** Available data **
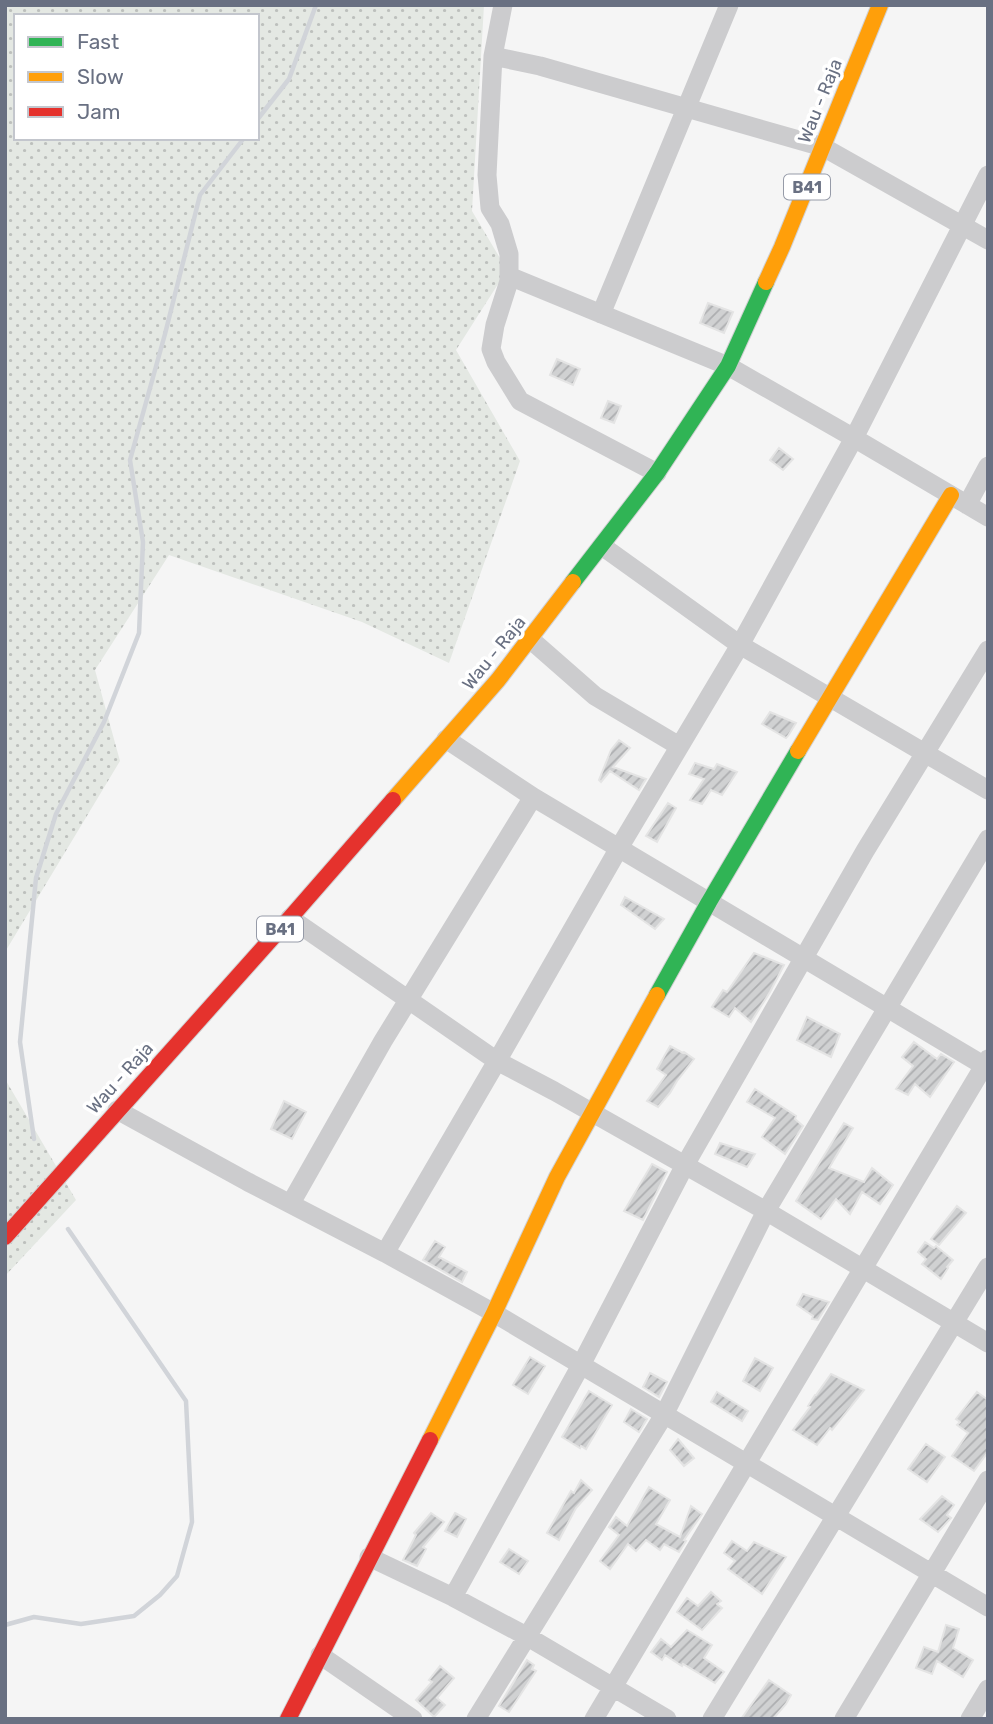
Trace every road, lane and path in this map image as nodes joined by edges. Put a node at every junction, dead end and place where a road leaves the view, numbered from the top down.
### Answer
1 (503, 5) edge
2 (729, 5) edge
3 (880, 5) edge
4 (492, 56) junction
5 (686, 107) junction
6 (823, 147) junction
7 (988, 175) edge
8 (961, 224) junction
9 (988, 240) edge
10 (509, 276) junction
11 (601, 314) junction
12 (729, 366) junction
13 (855, 438) junction
14 (988, 466) edge
15 (657, 473) junction
16 (959, 500) junction
17 (988, 517) edge
18 (602, 546) junction
19 (530, 639) junction
20 (740, 645) junction
21 (988, 650) edge
22 (830, 697) junction
23 (446, 739) junction
24 (679, 746) junction
25 (926, 753) junction
26 (988, 790) edge
27 (533, 797) junction
28 (988, 839) edge
29 (619, 848) junction
30 (709, 902) junction
31 (290, 918) junction
32 (803, 958) junction
33 (409, 1001) junction
34 (887, 1008) junction
35 (498, 1061) junction
36 (986, 1064) edge
37 (117, 1110) junction
38 (593, 1113) junction
39 (685, 1165) junction
40 (291, 1203) junction
41 (766, 1211) junction
42 (5, 1237) edge
43 (385, 1253) junction
44 (863, 1267) junction
45 (988, 1267) edge
46 (494, 1313) junction
47 (954, 1322) junction
48 (988, 1343) edge
49 (581, 1365) junction
50 (664, 1415) junction
51 (747, 1463) junction
52 (988, 1480) edge
53 (835, 1516) junction
54 (369, 1557) junction
55 (932, 1573) junction
56 (453, 1597) junction
57 (988, 1607) edge
58 (528, 1637) junction
59 (320, 1655) junction
60 (613, 1687) junction
61 (988, 1689) edge
62 (288, 1719) edge
63 (414, 1719) edge
64 (476, 1719) edge
65 (594, 1719) edge
66 (667, 1719) edge
67 (712, 1719) edge
68 (844, 1719) edge
69 (970, 1719) edge

1 - 4 street
2 - 5 street
3 - 6 main road, Wau - Raja / B41
4 - 5 street
4 - 10 street
5 - 6 street
5 - 11 street
6 - 8 street
6 - 12 main road, Wau - Raja / B41
7 - 8 street
8 - 9 street
8 - 13 street
10 - 11 street
10 - 15 street
11 - 12 street
12 - 13 street
12 - 15 main road, Wau - Raja / B41
13 - 16 street
13 - 20 street
14 - 16 street
15 - 18 main road, Wau - Raja / B41
16 - 17 street
16 - 22 main road
18 - 19 main road, Wau - Raja / B41
18 - 20 street
19 - 23 main road, Wau - Raja / B41
19 - 24 street
20 - 22 street
20 - 24 street
21 - 25 street
22 - 25 street
22 - 30 main road
23 - 27 street
23 - 31 main road, Wau - Raja / B41
24 - 29 street
25 - 26 street
25 - 32 street
27 - 29 street
27 - 33 street
28 - 34 street
29 - 30 street
29 - 35 street
30 - 32 street
30 - 38 main road
31 - 33 street
31 - 37 main road, Wau - Raja / B41
32 - 34 street
32 - 39 street
33 - 35 street
33 - 40 street
34 - 36 street
34 - 41 street
35 - 38 street
35 - 43 street
36 - 44 street
37 - 40 street
37 - 42 main road, Wau - Raja / B41
38 - 39 street
38 - 46 main road
39 - 41 street
39 - 49 street
40 - 43 street
41 - 44 street
41 - 50 street
43 - 46 street
44 - 47 street
44 - 51 street
45 - 47 street
46 - 49 street
46 - 54 main road
47 - 48 street
47 - 53 street
49 - 50 street
49 - 56 street
50 - 51 street
50 - 58 street
51 - 53 street
51 - 60 street
52 - 55 street
53 - 55 street
53 - 67 street
54 - 56 street
54 - 59 main road
55 - 57 street
55 - 68 street
56 - 58 street
58 - 60 street
58 - 64 street
59 - 62 main road
59 - 63 street
60 - 65 street
60 - 66 street
61 - 69 street

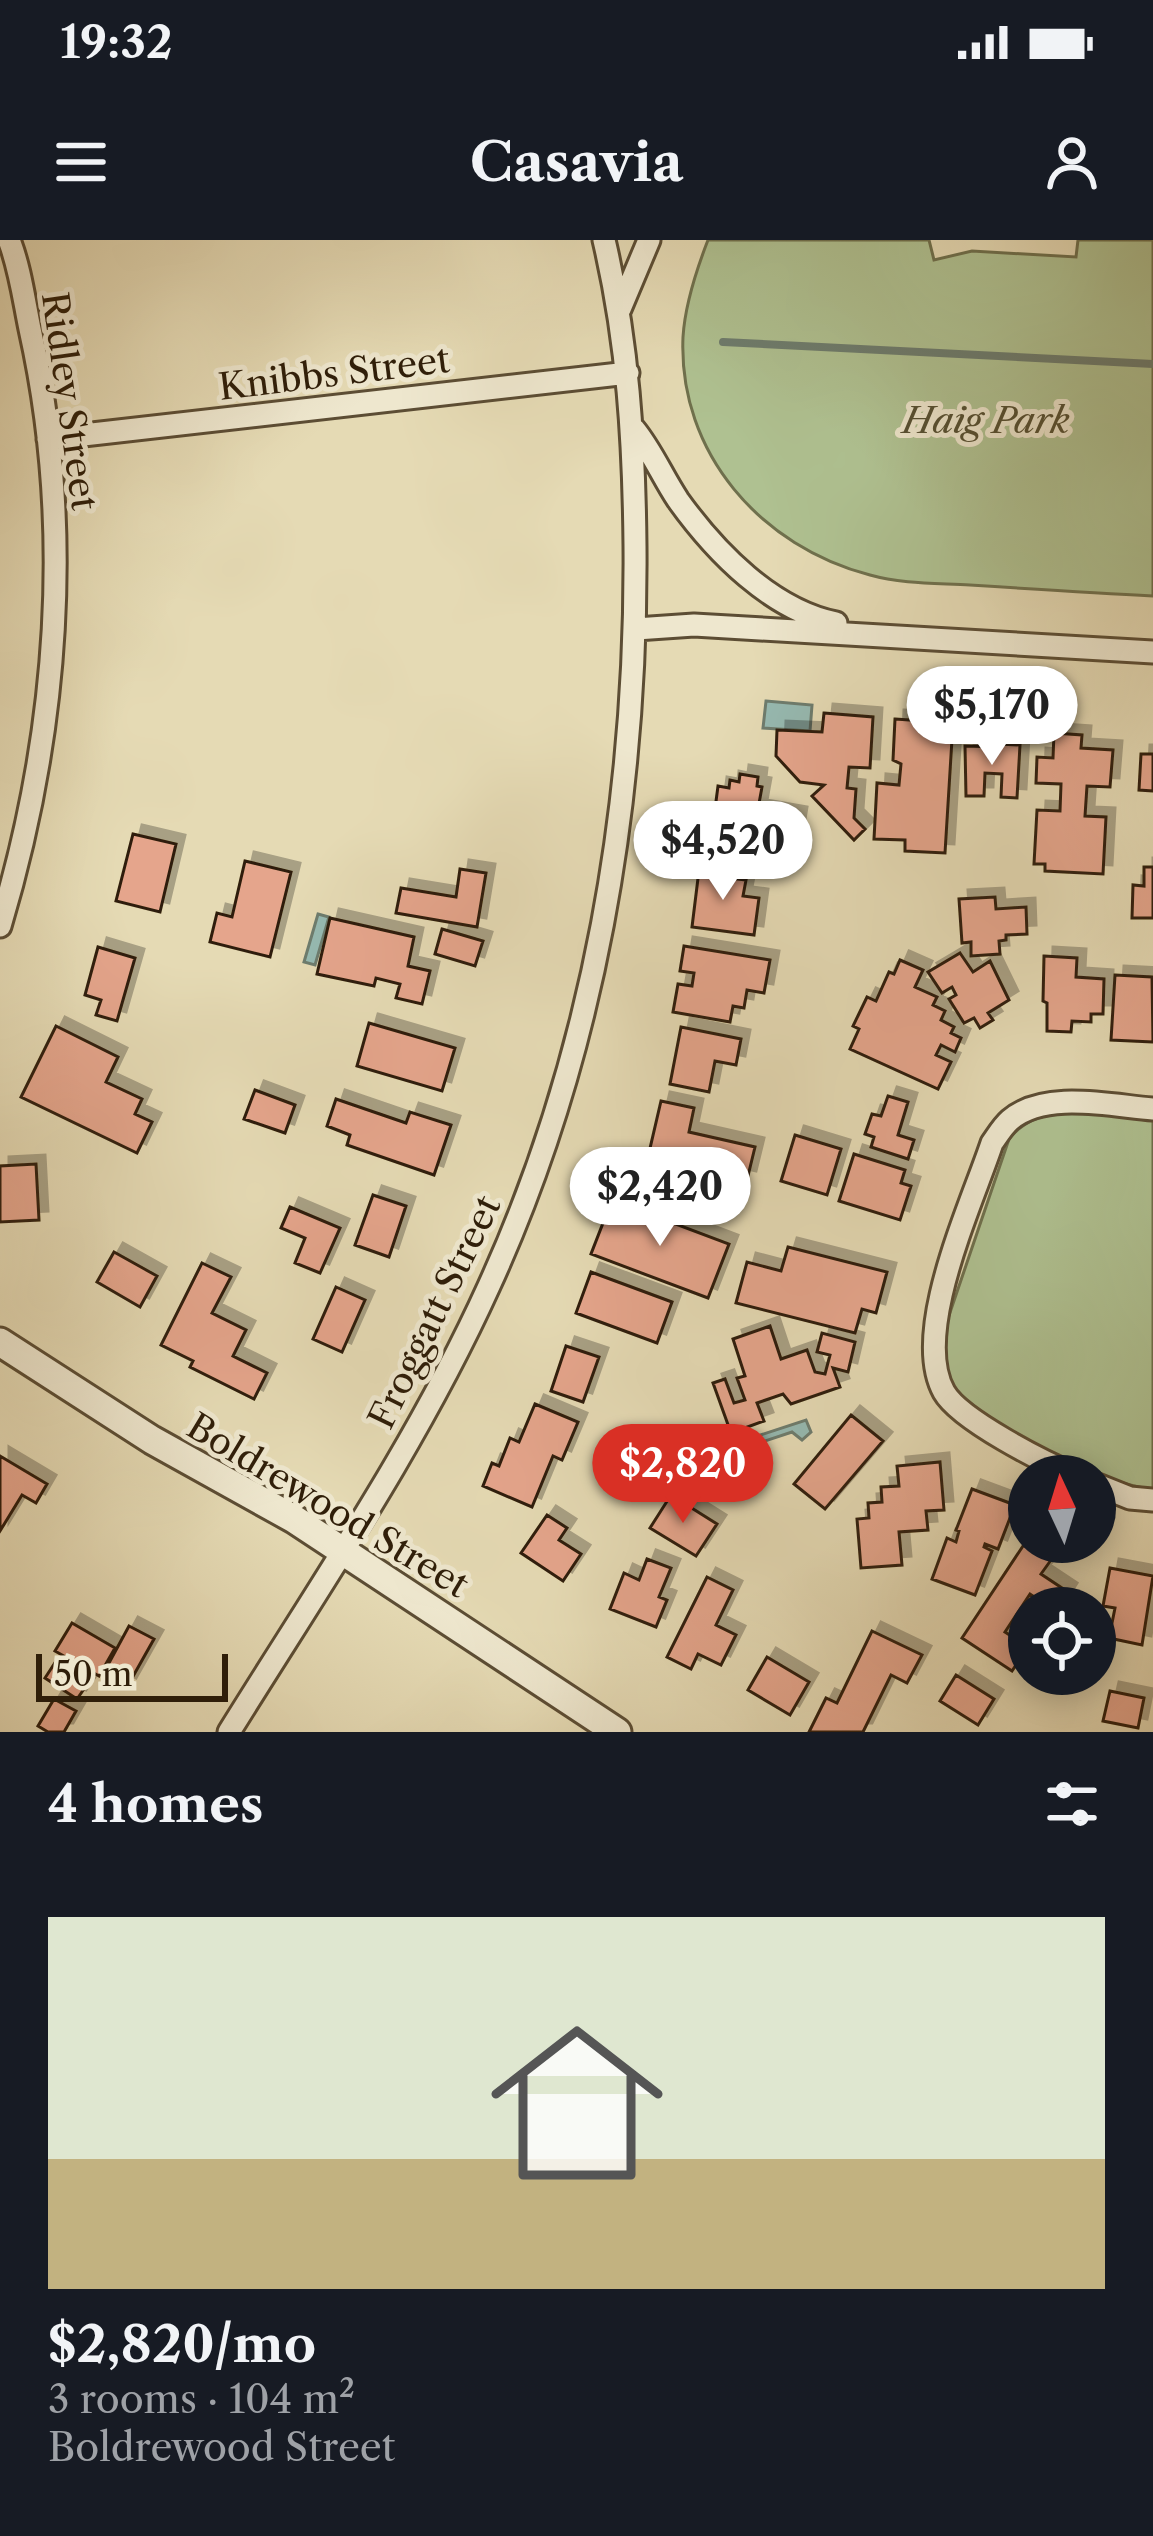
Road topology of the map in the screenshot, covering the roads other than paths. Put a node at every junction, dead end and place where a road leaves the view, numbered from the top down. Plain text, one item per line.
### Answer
1 (9, 240) edge
2 (604, 240) edge
3 (649, 240) edge
4 (620, 309) junction
5 (628, 373) junction
6 (634, 429) junction
7 (48, 440) junction
8 (635, 628) junction
9 (913, 640) junction
10 (1153, 652) edge
11 (0, 926) edge
12 (1153, 1109) edge
13 (0, 1342) edge
14 (1039, 1455) edge
15 (1116, 1492) edge
16 (1153, 1499) edge
17 (342, 1549) junction
18 (229, 1732) edge
19 (617, 1732) edge

1 - 7 street, Ridley Street
2 - 4 street, Froggatt Street
3 - 4 street
4 - 5 street, Froggatt Street
5 - 6 street, Froggatt Street
5 - 7 street, Knibbs Street
6 - 8 street, Froggatt Street
6 - 9 street
7 - 11 street, Ridley Street
8 - 9 street
8 - 17 street, Froggatt Street
9 - 10 street
12 - 14 street
13 - 17 street, Boldrewood Street
15 - 16 street
17 - 18 street, Froggatt Street
17 - 19 street, Boldrewood Street

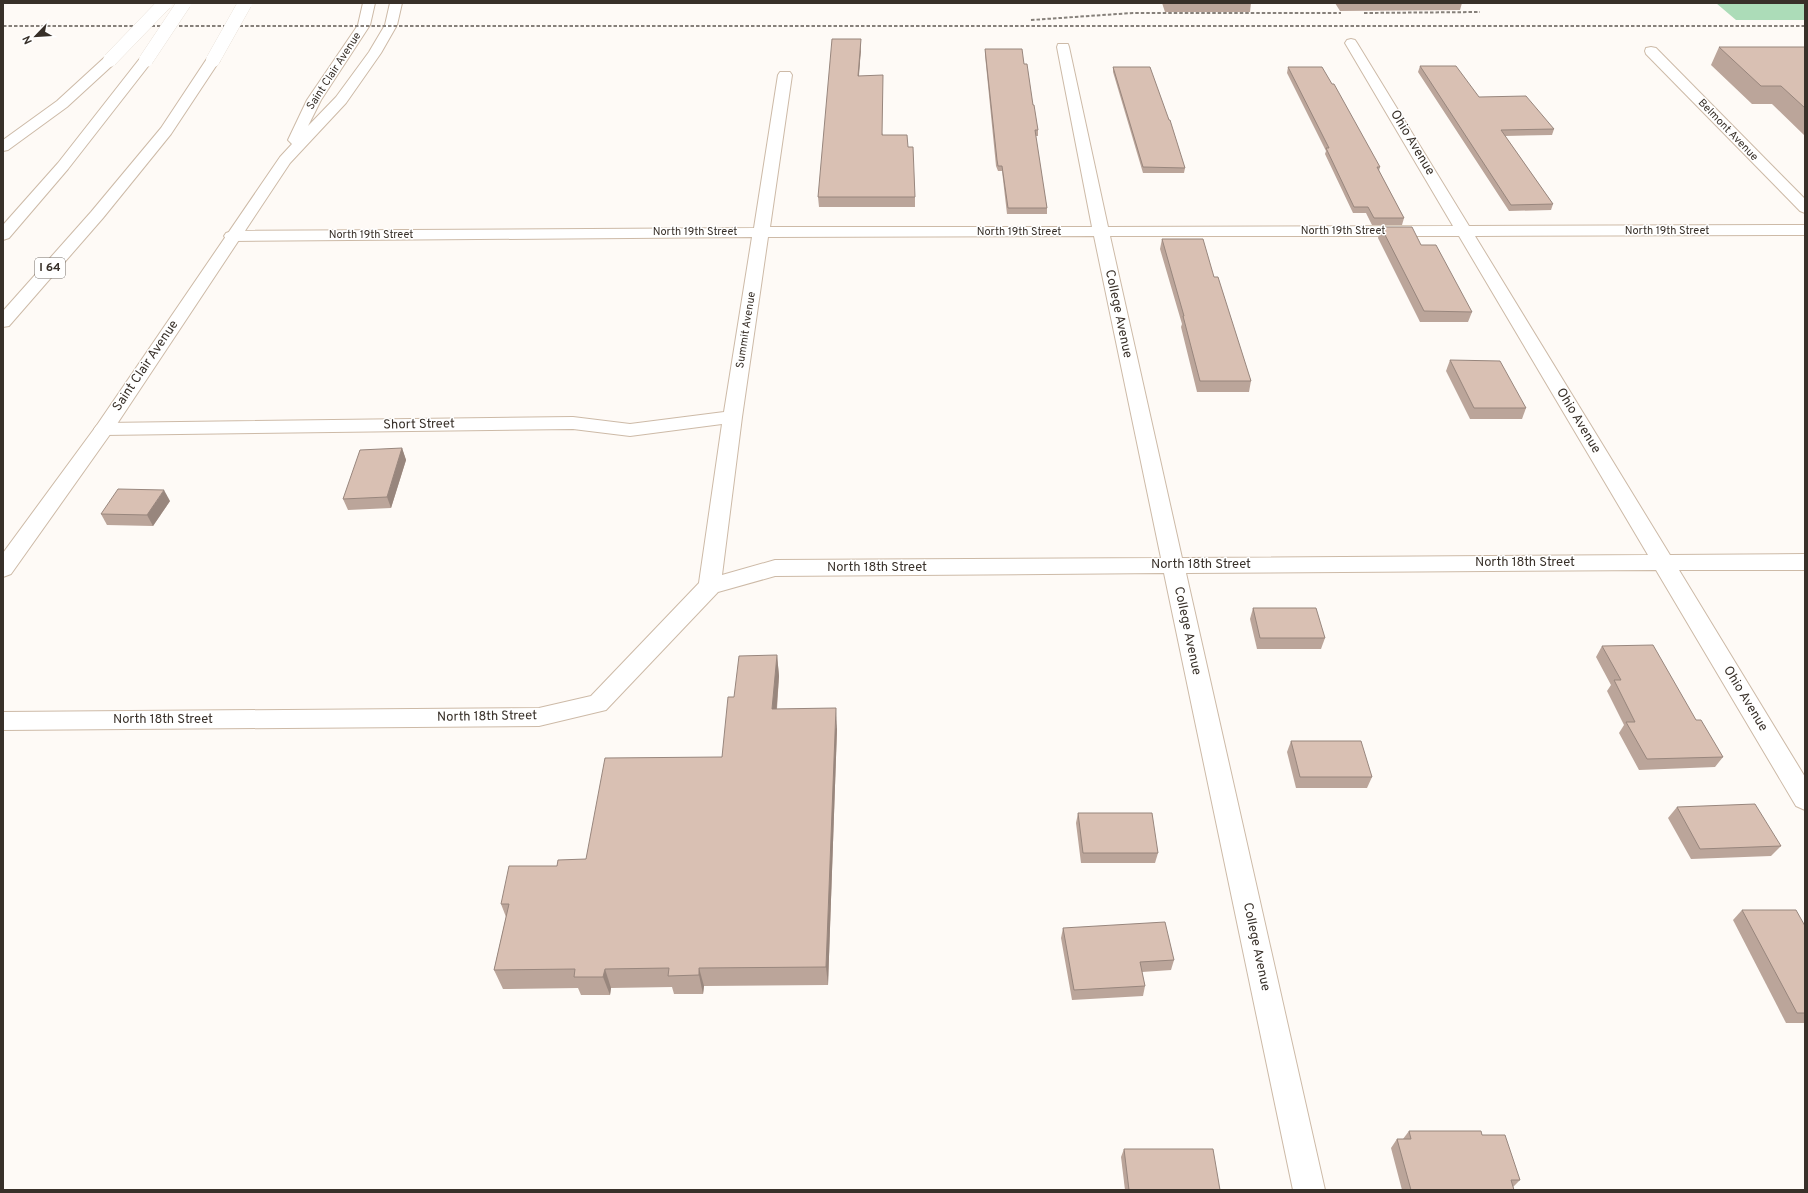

** Try it **
Write the material out again word for word and omit any images.

** Solution to this task **
Trace every road, lane and path in this map image as nodes joined by edges. Put a node at every junction, dead end and place where a road leaves the view, numbered from the top down.
### Answer
1 (503, 5) edge
2 (729, 5) edge
3 (880, 5) edge
4 (492, 56) junction
5 (686, 107) junction
6 (823, 147) junction
7 (988, 175) edge
8 (961, 224) junction
9 (988, 240) edge
10 (509, 276) junction
11 (601, 314) junction
12 (729, 366) junction
13 (855, 438) junction
14 (988, 466) edge
15 (657, 473) junction
16 (959, 500) junction
17 (988, 517) edge
18 (602, 546) junction
19 (530, 639) junction
20 (740, 645) junction
21 (988, 650) edge
22 (830, 697) junction
23 (446, 739) junction
24 (679, 746) junction
25 (926, 753) junction
26 (988, 790) edge
27 (533, 797) junction
28 (988, 839) edge
29 (619, 848) junction
30 (709, 902) junction
31 (290, 918) junction
32 (803, 958) junction
33 (409, 1001) junction
34 (887, 1008) junction
35 (498, 1061) junction
36 (986, 1064) edge
37 (117, 1110) junction
38 (593, 1113) junction
39 (685, 1165) junction
40 (291, 1203) junction
41 (766, 1211) junction
42 (5, 1237) edge
43 (385, 1253) junction
44 (863, 1267) junction
45 (988, 1267) edge
46 (494, 1313) junction
47 (954, 1322) junction
48 (988, 1343) edge
49 (581, 1365) junction
50 (664, 1415) junction
51 (747, 1463) junction
52 (988, 1480) edge
53 (835, 1516) junction
54 (369, 1557) junction
55 (932, 1573) junction
56 (453, 1597) junction
57 (988, 1607) edge
58 (528, 1637) junction
59 (320, 1655) junction
60 (613, 1687) junction
61 (988, 1689) edge
62 (288, 1719) edge
63 (414, 1719) edge
64 (476, 1719) edge
65 (594, 1719) edge
66 (667, 1719) edge
67 (712, 1719) edge
68 (844, 1719) edge
69 (970, 1719) edge

1 - 4 street
2 - 5 street
3 - 6 main road, Wau - Raja / B41
4 - 5 street
4 - 10 street
5 - 6 street
5 - 11 street
6 - 8 street
6 - 12 main road, Wau - Raja / B41
7 - 8 street
8 - 9 street
8 - 13 street
10 - 11 street
10 - 15 street
11 - 12 street
12 - 13 street
12 - 15 main road, Wau - Raja / B41
13 - 16 street
13 - 20 street
14 - 16 street
15 - 18 main road, Wau - Raja / B41
16 - 17 street
16 - 22 main road
18 - 19 main road, Wau - Raja / B41
18 - 20 street
19 - 23 main road, Wau - Raja / B41
19 - 24 street
20 - 22 street
20 - 24 street
21 - 25 street
22 - 25 street
22 - 30 main road
23 - 27 street
23 - 31 main road, Wau - Raja / B41
24 - 29 street
25 - 26 street
25 - 32 street
27 - 29 street
27 - 33 street
28 - 34 street
29 - 30 street
29 - 35 street
30 - 32 street
30 - 38 main road
31 - 33 street
31 - 37 main road, Wau - Raja / B41
32 - 34 street
32 - 39 street
33 - 35 street
33 - 40 street
34 - 36 street
34 - 41 street
35 - 38 street
35 - 43 street
36 - 44 street
37 - 40 street
37 - 42 main road, Wau - Raja / B41
38 - 39 street
38 - 46 main road
39 - 41 street
39 - 49 street
40 - 43 street
41 - 44 street
41 - 50 street
43 - 46 street
44 - 47 street
44 - 51 street
45 - 47 street
46 - 49 street
46 - 54 main road
47 - 48 street
47 - 53 street
49 - 50 street
49 - 56 street
50 - 51 street
50 - 58 street
51 - 53 street
51 - 60 street
52 - 55 street
53 - 55 street
53 - 67 street
54 - 56 street
54 - 59 main road
55 - 57 street
55 - 68 street
56 - 58 street
58 - 60 street
58 - 64 street
59 - 62 main road
59 - 63 street
60 - 65 street
60 - 66 street
61 - 69 street

Road topology of the map in the screenshot, covering the roads other than paths. Put a node at every junction, dead end and place where a road leaves the view, numbered from the top down. Plain text, one item per line.
### Answer
1 (9, 240) edge
2 (604, 240) edge
3 (649, 240) edge
4 (620, 309) junction
5 (628, 373) junction
6 (634, 429) junction
7 (48, 440) junction
8 (635, 628) junction
9 (913, 640) junction
10 (1153, 652) edge
11 (0, 926) edge
12 (1153, 1109) edge
13 (0, 1342) edge
14 (1039, 1455) edge
15 (1116, 1492) edge
16 (1153, 1499) edge
17 (342, 1549) junction
18 (229, 1732) edge
19 (617, 1732) edge

1 - 7 street, Ridley Street
2 - 4 street, Froggatt Street
3 - 4 street
4 - 5 street, Froggatt Street
5 - 6 street, Froggatt Street
5 - 7 street, Knibbs Street
6 - 8 street, Froggatt Street
6 - 9 street
7 - 11 street, Ridley Street
8 - 9 street
8 - 17 street, Froggatt Street
9 - 10 street
12 - 14 street
13 - 17 street, Boldrewood Street
15 - 16 street
17 - 18 street, Froggatt Street
17 - 19 street, Boldrewood Street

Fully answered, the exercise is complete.